Well, we have a new Government, different colour – or colours.
What can we expect, and any immediate action needed?
Some of the Conservative parties election pledges will fall by the wayside as a result of the coalition. Whether manifesto pledges, as compared to the more general non manifesto pldeges surrive, who knows.
We are likely to see a “emergency” budget with in the next month, Capital Gains Tax is likely to be a high risk area, and may beneift from immediate planning – put simply if you are looking at disposing of an asset pregnant with gain in the near future, you may be best off doing it before the emergency budget, especially if it is not a business asset.
So, what do we know so far:
Income Tax – the new 50% additional rate for incomes over £150,000 is almost certain to stay, and there is unlikely to be any movement up or down on the 20% or 40% rates. Personal allowances are likely to increase significantly, although not in one go, over the life of the government to a target of £10,000 (currently £6,475) – although not mentioned, it could be tempting to pay for this by restricting the value of the allowances for high rate / additional rate tax payers.
Capital Gains Tax – likely to be a substantial increase in the current main 18% CGT rate, maybe up to the taxpayers marginal rate (20% / 40% / 50%); this is most likely for non business assets, and immediate attention in the next few weeks could be worthwhile to accelerate disposals. Its not clear whether there will be an increase in the discounted rate for business assets (currently 10% on assets up to £2m).

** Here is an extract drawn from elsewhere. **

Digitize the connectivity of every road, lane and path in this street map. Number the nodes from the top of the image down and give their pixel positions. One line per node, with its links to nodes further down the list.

Inheritance Tax – the current exempt band of £325,000 is likely to remain frozen. The Conservatives wished to raise it, but this seems to have been sacrificed in the coalition negotiations.

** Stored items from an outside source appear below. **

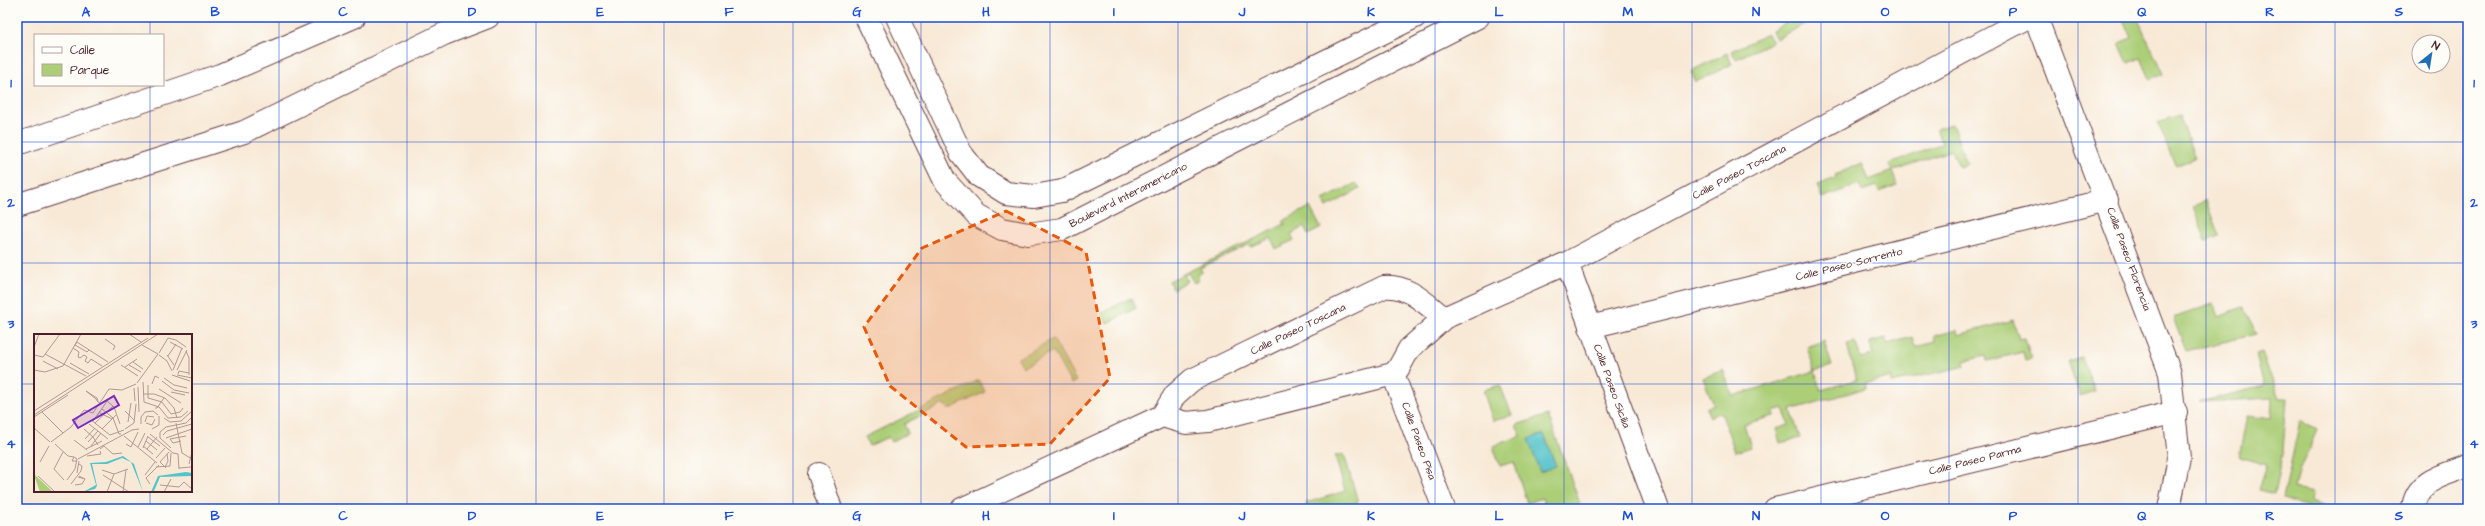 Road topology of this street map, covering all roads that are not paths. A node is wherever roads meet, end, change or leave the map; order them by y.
1 (354, 17) edge
2 (488, 17) edge
3 (866, 17) edge
4 (897, 17) edge
5 (1415, 17) edge
6 (1478, 17) edge
7 (2029, 17) edge
8 (2036, 17) edge
9 (17, 144) edge
10 (2107, 200) junction
11 (17, 205) edge
12 (1567, 263) junction
13 (1444, 318) junction
14 (1590, 327) junction
15 (1393, 374) junction
16 (2176, 412) junction
17 (1162, 416) junction
18 (2468, 466) edge
19 (819, 474) dead end
20 (831, 509) edge
21 (962, 509) edge
22 (1444, 509) edge
23 (1658, 509) edge
24 (1774, 509) edge
25 (2169, 509) edge
26 (2413, 509) edge

1 - 9 street
2 - 11 street
3 - 6 street, Boulevard Interamericano
4 - 5 street
7 - 12 street, Calle Paseo Toscana
8 - 10 street, Calle Paseo Florencia
10 - 14 street, Calle Paseo Sorrento
10 - 16 street, Calle Paseo Florencia
12 - 13 street, Calle Paseo Toscana
12 - 14 street, Calle Paseo Sicilia
13 - 15 street, Calle Paseo Toscana
13 - 17 street, Calle Paseo Toscana
14 - 23 street, Calle Paseo Sicilia
15 - 17 street
15 - 22 street, Calle Paseo Pisa
16 - 24 street, Calle Paseo Parma
16 - 25 street, Calle Paseo Florencia
17 - 21 street
18 - 26 street
19 - 20 street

Corporation Tax – may remain as is, may be cut – current rates 21% on first £350,000 then 28% thereafter. Conservatives were making noises about reductions. Rises unlikely.
National Insurance – given the sensitivity of this in the election campaign its certain there will be no rises in employers NI, and its likely that employees NI will remain unchanged. (Edit: over the last weekend its been speculated that a rise in Empoyees NI, but not Employers NI, is quite likely)

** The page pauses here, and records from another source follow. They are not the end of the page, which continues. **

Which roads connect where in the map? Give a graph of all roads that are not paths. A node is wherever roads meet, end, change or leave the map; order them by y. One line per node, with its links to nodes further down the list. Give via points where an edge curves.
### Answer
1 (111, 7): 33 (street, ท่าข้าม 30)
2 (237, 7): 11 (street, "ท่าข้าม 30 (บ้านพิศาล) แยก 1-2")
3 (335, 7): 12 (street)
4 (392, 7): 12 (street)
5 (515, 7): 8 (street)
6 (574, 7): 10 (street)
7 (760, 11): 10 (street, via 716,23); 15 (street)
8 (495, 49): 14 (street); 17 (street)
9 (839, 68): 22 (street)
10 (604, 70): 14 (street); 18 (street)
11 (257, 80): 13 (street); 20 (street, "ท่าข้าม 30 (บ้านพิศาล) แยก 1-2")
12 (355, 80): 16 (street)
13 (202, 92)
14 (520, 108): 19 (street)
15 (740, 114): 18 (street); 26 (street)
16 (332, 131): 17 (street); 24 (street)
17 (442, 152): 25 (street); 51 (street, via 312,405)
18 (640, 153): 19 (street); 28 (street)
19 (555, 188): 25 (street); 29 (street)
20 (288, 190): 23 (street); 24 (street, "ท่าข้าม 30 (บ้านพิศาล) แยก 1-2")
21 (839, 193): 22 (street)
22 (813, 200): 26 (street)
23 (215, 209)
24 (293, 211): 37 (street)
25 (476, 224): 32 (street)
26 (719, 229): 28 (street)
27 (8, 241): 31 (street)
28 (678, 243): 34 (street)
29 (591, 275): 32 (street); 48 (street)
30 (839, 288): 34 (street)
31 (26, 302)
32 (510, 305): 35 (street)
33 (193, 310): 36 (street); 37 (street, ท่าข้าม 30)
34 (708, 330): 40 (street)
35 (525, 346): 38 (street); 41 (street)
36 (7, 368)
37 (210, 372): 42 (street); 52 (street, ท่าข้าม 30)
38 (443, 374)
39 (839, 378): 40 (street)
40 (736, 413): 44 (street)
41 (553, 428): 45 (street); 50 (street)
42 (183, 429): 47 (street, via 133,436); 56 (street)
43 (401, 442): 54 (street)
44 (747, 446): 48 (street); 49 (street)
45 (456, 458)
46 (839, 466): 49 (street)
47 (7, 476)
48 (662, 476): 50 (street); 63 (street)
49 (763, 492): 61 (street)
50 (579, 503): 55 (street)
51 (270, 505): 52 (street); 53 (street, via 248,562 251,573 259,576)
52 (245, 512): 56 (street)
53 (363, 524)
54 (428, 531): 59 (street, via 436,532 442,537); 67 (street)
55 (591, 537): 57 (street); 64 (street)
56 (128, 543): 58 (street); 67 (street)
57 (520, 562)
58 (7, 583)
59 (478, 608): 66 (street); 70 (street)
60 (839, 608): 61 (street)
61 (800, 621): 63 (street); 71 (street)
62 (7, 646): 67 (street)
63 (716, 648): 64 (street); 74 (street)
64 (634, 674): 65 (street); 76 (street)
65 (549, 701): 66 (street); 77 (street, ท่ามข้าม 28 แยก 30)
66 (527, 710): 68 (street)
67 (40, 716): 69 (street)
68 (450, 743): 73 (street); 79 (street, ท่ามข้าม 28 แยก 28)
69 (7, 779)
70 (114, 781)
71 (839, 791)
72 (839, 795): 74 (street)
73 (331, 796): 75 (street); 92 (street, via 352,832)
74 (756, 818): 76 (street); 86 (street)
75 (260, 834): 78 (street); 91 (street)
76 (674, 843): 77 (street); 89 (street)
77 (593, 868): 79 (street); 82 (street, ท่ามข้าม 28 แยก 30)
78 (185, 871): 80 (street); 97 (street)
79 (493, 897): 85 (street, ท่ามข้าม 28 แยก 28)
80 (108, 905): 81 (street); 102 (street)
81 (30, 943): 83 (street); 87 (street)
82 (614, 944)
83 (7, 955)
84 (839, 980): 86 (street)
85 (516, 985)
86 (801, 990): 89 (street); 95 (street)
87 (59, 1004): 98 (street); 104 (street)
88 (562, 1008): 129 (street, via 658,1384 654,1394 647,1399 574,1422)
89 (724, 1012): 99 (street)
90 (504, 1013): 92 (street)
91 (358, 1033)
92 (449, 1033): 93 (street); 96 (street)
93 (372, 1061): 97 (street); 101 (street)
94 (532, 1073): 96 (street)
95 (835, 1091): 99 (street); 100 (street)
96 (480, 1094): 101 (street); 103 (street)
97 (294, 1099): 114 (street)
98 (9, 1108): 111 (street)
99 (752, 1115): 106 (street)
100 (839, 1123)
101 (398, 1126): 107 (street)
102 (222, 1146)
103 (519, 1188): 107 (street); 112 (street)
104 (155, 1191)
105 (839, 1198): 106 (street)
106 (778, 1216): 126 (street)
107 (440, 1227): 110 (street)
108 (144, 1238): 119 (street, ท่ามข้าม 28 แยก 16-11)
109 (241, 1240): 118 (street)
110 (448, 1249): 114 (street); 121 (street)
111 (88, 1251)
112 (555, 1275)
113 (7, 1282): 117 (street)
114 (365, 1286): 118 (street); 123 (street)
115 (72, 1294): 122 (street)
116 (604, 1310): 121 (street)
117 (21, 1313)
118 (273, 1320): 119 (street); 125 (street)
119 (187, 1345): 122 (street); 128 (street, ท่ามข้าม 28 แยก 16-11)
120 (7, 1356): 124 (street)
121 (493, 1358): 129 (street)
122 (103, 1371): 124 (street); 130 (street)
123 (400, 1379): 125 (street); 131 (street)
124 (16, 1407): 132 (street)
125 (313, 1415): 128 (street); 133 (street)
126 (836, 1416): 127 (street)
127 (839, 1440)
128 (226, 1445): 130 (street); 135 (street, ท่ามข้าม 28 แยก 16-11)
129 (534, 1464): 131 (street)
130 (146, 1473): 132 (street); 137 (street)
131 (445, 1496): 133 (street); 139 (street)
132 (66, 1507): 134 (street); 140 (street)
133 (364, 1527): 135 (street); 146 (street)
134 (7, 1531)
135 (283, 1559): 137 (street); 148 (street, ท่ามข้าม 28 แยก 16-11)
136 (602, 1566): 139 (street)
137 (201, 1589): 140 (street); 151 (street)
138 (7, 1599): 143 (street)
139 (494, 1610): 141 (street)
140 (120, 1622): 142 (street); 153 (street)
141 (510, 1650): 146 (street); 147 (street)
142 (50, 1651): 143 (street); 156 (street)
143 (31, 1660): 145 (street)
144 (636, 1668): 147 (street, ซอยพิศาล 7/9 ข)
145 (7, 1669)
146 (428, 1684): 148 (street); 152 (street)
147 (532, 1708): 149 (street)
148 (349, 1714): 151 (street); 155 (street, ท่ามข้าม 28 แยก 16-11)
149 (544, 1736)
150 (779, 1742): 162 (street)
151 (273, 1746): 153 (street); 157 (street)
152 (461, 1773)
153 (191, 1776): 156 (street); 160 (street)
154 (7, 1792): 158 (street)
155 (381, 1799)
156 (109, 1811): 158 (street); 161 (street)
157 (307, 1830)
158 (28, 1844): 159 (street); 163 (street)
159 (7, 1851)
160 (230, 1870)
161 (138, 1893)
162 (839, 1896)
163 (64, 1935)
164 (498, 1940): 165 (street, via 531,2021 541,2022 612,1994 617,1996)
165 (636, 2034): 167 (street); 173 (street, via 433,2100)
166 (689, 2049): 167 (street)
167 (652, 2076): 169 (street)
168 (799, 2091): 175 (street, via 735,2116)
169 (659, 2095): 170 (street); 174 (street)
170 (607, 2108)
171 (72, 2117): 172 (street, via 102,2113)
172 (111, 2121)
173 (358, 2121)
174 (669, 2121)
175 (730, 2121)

VAT – commentators have suggested that a VAT rise could be a easy option for deficit reduction. The UKs VAT rate is one of the lower ones in the EU.
Tax credits – likely to be restricted for higher earners who currently qualify for the child element.
~ At a guess Income Shifting / S660a won’t resurface.
~ Conservatives had pledged to abolish IR35 – this is unlikely to be a priority, but they may just surprise us.
We’ll keep you informed as and when anything else comes out.
CGT is probably the main immediate concern.